Critics on both sides have questioned the legitimacy of Trump’s reported meddling. Legal experts point out that while a former president holds no formal role in foreign policy, backchannel communications are not unheard of. However, such actions risk undermining the official negotiating team and could fracture the fragile trust needed to conclude the deal. Iran has publicly stated that it will not renegotiate terms already agreed upon in principle. A spokesperson for the Iranian Foreign Ministry reiterated on Tuesday that “the current text represents a balanced outcome and any further alterations are unacceptable.”
Supporters of Trump’s involvement argue that his original approach applied maximum pressure, which brought Iran to the table in the first place. They claim that the new deal may be too lenient, failing to dismantle Iran’s nuclear infrastructure or address missile development. Scientific reality suggests that full dismantlement is a fantasy: enrichment centrifuges are like knowledge, once acquired, they cannot be un-invented. Verification and robust monitoring are the only realistic paths.
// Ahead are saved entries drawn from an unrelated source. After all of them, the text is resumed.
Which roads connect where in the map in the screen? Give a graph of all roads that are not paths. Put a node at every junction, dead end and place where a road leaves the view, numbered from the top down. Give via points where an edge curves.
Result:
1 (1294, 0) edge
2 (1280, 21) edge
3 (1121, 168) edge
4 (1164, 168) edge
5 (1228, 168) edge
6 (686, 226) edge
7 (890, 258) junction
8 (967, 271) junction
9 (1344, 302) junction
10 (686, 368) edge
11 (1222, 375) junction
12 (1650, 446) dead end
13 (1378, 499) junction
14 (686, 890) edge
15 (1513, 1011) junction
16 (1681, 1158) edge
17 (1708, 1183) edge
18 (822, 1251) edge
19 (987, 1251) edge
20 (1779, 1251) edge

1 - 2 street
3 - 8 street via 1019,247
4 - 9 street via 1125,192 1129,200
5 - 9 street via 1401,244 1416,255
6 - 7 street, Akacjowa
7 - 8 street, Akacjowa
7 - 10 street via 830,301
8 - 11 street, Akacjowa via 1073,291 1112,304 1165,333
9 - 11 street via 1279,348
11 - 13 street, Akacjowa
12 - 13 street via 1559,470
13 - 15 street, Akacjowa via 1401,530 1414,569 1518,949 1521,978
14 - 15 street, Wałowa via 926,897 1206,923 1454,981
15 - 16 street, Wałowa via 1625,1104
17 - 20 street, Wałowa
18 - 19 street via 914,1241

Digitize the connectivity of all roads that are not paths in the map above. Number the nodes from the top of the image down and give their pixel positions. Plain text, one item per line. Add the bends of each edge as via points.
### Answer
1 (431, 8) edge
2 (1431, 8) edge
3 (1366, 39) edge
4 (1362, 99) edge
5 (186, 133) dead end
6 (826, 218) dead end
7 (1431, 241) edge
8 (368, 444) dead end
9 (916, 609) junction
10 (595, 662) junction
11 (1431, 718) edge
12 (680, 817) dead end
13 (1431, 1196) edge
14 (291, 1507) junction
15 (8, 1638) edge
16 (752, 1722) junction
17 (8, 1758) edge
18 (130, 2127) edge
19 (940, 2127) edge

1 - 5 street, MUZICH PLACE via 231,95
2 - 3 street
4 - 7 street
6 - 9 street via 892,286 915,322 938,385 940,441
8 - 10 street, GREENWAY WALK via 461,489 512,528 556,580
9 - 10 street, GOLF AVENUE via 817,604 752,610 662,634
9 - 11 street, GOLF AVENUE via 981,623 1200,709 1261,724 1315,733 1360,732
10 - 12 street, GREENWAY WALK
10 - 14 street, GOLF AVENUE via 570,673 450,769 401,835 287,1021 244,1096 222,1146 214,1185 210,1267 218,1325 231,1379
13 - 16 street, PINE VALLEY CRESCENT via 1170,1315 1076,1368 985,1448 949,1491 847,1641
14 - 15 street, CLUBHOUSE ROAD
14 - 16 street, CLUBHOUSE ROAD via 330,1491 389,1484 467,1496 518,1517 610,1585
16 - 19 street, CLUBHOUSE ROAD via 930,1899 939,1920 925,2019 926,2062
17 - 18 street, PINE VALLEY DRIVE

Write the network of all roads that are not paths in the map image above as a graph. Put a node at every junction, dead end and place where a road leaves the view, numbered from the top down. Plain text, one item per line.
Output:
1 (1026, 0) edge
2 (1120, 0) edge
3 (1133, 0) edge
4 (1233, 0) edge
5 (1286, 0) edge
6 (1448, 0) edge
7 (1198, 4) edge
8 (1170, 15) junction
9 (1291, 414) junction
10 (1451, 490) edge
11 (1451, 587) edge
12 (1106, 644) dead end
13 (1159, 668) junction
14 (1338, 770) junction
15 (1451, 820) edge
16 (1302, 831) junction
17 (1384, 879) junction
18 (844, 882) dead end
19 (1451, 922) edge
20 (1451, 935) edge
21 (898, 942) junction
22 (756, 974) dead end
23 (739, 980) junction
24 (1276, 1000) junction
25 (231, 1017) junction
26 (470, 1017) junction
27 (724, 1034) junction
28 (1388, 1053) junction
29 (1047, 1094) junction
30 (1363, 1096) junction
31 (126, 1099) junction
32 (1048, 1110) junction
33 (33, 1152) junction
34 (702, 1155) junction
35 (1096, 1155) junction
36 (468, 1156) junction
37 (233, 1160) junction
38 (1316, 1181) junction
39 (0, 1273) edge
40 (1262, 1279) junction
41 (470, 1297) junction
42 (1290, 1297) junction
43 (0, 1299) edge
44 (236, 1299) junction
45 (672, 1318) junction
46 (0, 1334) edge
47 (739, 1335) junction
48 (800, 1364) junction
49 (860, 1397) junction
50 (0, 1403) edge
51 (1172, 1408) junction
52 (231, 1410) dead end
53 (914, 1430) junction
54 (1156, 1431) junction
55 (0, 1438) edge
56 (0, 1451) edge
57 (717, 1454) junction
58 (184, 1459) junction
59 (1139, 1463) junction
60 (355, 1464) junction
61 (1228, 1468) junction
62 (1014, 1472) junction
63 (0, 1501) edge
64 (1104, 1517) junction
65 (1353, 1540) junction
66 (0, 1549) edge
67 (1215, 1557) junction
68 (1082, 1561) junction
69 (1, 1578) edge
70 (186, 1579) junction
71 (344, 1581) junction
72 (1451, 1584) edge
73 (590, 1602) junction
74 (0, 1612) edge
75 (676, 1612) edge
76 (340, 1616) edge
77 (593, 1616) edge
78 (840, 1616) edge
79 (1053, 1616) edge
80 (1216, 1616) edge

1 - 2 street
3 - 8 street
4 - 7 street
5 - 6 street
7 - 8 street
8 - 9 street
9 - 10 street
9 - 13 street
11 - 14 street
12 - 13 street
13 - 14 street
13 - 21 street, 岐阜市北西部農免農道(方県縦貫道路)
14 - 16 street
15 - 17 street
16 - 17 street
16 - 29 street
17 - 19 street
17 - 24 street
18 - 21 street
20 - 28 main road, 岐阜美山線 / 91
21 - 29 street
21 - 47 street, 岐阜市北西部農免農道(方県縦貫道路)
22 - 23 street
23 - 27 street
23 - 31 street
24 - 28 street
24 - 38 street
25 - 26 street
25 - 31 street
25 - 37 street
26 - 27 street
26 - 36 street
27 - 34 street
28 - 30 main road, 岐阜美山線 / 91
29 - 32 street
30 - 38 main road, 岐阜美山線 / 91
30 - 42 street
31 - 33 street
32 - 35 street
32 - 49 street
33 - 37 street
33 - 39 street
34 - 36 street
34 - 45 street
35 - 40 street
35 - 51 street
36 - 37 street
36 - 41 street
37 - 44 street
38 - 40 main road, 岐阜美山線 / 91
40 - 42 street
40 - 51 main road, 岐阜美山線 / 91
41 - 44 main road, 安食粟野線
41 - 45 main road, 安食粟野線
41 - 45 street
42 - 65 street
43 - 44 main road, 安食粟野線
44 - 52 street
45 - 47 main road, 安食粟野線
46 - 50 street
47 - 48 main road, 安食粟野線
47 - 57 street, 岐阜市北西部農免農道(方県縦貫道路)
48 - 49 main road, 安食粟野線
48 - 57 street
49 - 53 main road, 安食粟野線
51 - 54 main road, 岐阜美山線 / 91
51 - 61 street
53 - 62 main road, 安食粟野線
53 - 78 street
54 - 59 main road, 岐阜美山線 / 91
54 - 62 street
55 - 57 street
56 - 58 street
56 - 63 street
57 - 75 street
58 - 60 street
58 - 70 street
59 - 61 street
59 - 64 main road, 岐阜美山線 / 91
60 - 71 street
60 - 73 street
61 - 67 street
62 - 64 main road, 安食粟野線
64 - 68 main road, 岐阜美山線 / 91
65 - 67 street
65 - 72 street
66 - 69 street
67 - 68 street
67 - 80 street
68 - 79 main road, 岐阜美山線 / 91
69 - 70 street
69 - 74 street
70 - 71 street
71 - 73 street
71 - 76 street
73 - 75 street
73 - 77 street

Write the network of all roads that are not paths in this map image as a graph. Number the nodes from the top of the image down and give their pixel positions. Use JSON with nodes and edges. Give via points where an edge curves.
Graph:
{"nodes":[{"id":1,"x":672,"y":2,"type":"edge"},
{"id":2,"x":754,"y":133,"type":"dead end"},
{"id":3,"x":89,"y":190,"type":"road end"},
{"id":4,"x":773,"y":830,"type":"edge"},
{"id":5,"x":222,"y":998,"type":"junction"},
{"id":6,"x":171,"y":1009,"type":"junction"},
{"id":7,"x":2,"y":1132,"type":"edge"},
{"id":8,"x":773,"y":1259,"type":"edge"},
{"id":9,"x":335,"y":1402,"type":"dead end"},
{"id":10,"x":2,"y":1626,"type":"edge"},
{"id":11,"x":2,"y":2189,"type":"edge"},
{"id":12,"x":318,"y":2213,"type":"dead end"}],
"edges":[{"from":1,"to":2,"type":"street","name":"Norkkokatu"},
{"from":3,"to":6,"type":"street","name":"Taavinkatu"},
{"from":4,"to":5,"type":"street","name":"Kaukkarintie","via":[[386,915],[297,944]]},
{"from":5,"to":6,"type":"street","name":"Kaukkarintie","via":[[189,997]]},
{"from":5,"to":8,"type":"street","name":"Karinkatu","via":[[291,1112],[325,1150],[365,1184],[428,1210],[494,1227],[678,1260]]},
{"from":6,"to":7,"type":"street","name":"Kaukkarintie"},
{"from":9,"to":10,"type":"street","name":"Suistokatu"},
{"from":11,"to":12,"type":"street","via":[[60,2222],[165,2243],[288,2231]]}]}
The Biden administration has declined to comment on the reports, with a State Department spokesperson stating only that “negotiations are ongoing and we are focused on reaching a mutually acceptable agreement.” Meanwhile, global oil markets have reacted cautiously, with Brent crude edging up on uncertainty. Energy traders know that a collapsed negotiation could trigger sanctions snapback, removing Iranian oil from the market and spiking prices, which would in turn slow the global energy transition by making renewables comparatively more expensive.
The coming days will be critical. If Trump’s reported edits gain traction, the entire framework could collapse. But if the current negotiations hold, a new agreement could be signed within weeks. Either way, the physical constraints of enrichment and the relentless pressures of climate change will ensure that this story has no easy ending. The planet is warming, and diplomatic inertia only accelerates the damage.